Data shown Block Start

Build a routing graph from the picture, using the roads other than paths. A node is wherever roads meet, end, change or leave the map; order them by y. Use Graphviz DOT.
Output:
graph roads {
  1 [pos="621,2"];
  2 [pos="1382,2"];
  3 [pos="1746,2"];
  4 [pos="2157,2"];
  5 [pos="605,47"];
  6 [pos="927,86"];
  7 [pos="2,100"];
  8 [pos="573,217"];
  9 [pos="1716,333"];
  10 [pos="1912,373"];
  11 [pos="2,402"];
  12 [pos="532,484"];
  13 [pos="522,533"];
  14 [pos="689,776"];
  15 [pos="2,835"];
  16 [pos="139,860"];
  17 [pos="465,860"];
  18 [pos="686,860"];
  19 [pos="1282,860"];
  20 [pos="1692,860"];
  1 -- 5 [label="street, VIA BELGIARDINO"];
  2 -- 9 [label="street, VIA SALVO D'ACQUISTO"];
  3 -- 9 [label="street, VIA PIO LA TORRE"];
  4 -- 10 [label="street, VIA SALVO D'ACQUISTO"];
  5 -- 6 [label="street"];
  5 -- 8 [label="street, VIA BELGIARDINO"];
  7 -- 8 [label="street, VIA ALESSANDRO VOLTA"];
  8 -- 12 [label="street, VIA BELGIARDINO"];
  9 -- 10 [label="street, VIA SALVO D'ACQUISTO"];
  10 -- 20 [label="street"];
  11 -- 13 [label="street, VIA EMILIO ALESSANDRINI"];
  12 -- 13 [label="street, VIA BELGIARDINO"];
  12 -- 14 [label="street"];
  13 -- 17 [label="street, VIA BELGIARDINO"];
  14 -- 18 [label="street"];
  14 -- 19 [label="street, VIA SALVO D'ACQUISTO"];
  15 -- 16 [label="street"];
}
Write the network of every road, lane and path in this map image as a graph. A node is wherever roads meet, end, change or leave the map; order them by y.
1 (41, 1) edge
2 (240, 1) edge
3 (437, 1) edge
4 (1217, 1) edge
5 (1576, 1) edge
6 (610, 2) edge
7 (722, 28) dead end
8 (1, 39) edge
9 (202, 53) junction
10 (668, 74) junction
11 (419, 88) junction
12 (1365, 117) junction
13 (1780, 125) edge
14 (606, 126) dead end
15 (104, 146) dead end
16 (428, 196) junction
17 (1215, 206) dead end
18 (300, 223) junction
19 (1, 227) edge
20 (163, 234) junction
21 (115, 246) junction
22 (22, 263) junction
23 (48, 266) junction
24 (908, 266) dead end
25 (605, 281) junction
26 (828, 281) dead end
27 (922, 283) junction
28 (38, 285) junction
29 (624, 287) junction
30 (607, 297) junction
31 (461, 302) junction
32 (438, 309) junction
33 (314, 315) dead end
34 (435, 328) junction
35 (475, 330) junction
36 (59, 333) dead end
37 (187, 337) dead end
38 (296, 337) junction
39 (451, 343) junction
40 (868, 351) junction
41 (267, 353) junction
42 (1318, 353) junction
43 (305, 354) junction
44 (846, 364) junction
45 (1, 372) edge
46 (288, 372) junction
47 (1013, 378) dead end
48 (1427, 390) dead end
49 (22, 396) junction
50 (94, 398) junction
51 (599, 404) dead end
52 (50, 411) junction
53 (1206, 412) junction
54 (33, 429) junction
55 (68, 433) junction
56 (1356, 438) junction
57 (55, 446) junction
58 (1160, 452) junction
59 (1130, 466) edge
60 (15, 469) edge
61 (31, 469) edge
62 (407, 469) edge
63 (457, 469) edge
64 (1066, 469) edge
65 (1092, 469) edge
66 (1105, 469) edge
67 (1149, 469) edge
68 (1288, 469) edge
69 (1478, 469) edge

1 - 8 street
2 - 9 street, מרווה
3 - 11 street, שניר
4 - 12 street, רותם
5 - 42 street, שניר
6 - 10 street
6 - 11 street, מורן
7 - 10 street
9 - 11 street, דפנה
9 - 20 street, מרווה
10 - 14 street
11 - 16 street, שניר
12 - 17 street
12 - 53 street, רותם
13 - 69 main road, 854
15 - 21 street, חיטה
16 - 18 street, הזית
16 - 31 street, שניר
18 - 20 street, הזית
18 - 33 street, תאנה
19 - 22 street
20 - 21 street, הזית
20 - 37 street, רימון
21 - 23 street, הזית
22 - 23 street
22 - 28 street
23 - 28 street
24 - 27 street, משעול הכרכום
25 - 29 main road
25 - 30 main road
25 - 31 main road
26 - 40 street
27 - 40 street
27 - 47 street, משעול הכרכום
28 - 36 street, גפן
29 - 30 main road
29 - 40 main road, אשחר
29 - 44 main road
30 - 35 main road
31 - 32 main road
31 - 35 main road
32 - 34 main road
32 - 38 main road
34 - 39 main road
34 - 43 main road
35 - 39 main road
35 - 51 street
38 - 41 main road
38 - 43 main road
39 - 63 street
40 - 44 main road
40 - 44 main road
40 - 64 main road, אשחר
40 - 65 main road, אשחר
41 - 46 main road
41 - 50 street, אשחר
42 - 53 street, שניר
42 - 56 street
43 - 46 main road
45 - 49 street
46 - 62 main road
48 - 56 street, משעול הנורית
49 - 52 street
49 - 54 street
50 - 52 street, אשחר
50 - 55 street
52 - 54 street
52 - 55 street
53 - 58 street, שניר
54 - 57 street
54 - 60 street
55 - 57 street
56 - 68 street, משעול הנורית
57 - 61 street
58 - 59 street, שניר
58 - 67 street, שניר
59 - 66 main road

Data shown Block End

• _Try it_
I need every line of the data that has the word "order"; please list them.

• _Final answer_
Build a routing graph from the picture, using the roads other than paths. A node is wherever roads meet, end, change or leave the map; order them by y. Use Graphviz DOT.
Write the network of every road, lane and path in this map image as a graph. A node is wherever roads meet, end, change or leave the map; order them by y.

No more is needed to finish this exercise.